Namun permohonananya tak langsung terkabul, Tuhan memberikan sebaliknya. Laki-laki itu jelas mendengar derap langkah, tak hanya satu atau dua tapi banyak, ketika ia berusaha duduk kembali, sudah ada banyak manusia yang mengelilingi tempat tidurnya, menampilkan ekspresi yang sama dengan ekspresi si laki-laki paruh baya ketika mengetahui dirinya bukan warga desa ini dan perempuan yang mengaku sebagai dokter ketika menyapanya pertama kali.
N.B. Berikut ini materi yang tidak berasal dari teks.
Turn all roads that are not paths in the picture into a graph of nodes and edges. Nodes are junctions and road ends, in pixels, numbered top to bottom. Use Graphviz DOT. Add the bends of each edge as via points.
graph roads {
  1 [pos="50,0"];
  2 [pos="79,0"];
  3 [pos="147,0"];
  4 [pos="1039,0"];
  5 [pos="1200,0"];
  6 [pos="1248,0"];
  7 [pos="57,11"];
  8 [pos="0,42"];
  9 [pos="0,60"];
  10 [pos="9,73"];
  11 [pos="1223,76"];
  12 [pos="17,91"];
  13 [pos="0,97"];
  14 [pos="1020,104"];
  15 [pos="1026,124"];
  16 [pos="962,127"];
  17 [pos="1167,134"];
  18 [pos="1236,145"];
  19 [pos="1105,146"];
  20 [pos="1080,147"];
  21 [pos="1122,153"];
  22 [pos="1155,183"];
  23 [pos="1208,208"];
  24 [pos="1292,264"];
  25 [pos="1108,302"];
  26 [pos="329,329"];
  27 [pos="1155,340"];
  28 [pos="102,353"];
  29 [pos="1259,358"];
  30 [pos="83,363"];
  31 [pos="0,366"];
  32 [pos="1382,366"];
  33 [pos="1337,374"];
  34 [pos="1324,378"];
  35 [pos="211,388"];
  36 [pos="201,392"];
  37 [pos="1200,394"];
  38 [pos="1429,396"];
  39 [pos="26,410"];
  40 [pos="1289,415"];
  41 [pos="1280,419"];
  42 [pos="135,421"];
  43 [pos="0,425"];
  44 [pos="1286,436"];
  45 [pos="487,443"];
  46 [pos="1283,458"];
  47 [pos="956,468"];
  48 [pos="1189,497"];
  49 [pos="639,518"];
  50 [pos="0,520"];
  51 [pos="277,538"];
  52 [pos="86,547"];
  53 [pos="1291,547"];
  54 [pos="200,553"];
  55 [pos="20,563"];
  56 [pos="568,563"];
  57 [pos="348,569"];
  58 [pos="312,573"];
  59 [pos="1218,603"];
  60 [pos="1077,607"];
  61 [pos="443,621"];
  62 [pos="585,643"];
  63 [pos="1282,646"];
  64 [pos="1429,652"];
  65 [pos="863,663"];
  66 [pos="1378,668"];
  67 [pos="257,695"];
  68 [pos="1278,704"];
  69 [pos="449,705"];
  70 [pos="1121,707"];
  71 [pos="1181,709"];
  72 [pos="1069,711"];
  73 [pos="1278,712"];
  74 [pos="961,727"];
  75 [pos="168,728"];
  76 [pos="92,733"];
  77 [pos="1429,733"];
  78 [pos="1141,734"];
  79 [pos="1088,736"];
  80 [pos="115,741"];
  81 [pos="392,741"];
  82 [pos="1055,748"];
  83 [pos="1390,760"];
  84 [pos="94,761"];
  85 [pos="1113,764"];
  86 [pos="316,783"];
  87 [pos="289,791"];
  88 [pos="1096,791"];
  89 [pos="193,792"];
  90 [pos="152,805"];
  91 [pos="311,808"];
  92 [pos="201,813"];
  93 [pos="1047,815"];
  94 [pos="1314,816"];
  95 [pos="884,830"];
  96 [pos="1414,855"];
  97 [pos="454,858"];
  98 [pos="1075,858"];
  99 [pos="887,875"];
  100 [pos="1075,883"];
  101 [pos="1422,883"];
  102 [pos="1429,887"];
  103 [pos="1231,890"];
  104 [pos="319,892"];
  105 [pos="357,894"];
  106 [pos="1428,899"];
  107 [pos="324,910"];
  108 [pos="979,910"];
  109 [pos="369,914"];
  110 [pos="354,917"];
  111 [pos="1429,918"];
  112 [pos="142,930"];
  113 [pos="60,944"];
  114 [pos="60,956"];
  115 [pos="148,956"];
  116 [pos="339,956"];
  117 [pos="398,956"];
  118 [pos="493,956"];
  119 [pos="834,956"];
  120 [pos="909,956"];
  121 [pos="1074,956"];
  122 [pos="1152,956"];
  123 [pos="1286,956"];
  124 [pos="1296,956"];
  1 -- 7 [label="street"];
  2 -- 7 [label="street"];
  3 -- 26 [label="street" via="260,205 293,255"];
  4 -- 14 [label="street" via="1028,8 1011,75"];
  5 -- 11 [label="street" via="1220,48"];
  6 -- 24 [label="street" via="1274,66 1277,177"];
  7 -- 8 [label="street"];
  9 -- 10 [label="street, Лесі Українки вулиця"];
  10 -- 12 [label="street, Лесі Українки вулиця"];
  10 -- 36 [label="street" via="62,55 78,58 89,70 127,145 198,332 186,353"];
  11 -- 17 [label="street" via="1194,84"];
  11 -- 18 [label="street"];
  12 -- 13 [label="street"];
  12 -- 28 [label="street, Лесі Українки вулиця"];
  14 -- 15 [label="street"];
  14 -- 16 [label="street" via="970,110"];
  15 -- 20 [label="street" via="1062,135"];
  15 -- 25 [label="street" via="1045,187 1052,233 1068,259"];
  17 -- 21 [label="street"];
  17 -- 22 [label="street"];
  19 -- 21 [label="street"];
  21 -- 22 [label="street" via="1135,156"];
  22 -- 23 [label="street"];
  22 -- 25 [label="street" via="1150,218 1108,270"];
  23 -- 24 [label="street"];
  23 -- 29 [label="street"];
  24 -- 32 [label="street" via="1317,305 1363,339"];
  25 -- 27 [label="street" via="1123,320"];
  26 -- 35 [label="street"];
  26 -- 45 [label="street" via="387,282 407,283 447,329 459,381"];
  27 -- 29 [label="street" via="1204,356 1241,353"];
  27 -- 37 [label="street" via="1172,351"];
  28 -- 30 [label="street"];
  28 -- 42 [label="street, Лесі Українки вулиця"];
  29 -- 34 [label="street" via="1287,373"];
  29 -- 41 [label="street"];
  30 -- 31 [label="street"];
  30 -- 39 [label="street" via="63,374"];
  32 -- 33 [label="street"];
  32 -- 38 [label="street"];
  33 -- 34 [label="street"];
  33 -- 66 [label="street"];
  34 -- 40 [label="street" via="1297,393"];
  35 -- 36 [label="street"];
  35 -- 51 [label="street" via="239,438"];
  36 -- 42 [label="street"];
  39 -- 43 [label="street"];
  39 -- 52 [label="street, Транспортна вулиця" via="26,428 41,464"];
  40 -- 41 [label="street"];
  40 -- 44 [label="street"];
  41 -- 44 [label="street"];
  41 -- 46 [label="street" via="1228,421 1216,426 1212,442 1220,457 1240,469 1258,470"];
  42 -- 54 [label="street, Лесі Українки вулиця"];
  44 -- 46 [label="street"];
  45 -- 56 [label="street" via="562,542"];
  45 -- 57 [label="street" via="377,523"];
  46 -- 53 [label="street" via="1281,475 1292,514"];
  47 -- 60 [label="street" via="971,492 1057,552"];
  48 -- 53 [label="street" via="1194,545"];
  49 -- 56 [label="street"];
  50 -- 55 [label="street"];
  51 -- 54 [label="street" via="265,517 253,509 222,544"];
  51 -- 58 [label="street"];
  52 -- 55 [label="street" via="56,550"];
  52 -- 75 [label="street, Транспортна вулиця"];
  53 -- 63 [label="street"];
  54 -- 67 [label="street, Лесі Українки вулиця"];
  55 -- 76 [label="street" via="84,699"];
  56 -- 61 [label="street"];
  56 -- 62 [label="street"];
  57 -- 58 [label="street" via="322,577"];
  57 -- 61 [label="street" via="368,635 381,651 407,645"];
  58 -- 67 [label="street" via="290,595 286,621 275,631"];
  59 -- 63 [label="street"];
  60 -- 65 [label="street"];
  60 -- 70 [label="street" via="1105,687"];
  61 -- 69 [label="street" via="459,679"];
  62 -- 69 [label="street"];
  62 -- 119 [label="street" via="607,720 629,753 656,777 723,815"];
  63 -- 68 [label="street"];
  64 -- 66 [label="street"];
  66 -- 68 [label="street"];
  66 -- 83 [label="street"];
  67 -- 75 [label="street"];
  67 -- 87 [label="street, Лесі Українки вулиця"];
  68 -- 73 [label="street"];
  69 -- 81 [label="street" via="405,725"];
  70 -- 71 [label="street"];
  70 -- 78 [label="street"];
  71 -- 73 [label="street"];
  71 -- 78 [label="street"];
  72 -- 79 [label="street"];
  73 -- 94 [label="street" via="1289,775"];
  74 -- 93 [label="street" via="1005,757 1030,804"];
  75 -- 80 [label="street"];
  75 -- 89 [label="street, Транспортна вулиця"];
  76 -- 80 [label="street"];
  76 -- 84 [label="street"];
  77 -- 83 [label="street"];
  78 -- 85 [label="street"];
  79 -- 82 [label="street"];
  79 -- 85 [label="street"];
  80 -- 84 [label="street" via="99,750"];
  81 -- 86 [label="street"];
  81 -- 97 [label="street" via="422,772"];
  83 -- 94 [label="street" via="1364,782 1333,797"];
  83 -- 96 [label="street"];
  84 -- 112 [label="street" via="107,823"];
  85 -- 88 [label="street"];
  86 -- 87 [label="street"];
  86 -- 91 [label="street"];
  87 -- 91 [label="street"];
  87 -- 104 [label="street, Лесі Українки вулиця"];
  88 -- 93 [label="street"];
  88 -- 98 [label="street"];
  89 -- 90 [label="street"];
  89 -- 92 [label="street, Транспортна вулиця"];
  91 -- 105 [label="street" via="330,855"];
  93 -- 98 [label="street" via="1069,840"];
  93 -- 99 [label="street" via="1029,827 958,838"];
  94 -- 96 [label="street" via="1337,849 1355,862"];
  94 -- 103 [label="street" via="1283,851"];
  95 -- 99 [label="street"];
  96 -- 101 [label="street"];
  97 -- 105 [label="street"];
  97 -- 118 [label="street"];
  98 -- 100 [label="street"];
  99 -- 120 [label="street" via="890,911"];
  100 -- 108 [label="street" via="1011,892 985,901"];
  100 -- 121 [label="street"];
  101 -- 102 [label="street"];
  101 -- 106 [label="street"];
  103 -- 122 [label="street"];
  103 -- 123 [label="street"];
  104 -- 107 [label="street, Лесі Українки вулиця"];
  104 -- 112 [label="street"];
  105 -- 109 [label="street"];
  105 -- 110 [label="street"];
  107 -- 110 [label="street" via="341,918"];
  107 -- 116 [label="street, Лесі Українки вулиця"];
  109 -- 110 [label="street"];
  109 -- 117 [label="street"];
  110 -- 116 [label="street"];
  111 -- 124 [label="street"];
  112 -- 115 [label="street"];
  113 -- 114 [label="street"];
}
Laki-laki itu bergidik ngeri, seketika bulu kuduknya berdiri.

Diantara ketakutannya ia jelas mendengar bisik-bisik.

“Inikah tamu kehormatan kita?”
“Mungkin dia bisa mengembalikan kita seperti dulu.”
“Dia pasti jadi sampel yang bagus.”
“Aku harap kepala desa sempat mengambil sampel penuh darinya sebelum 21 hari.”
“Astaga lihatlah dia.”
“Dia akan menyelamatkan kita.”
“Menyelamatkan kita.”

Laki-laki itu menarik mundur tubuhnya perlahan ketika muncul tangan yang berusaha meraih wajahnya. Kemudian tangan lain menyentuh lengannya, kakinya, bahkan mulai ada wajah yang mendekati wajahnya. Sekarang ia seperti barang pajangan paling mahal yang menarik setiap orang untuk mencurinya.

“Hei! Hei! Apa yang kalian lakukan. Kalian menakuti tamu kehormatan kita.”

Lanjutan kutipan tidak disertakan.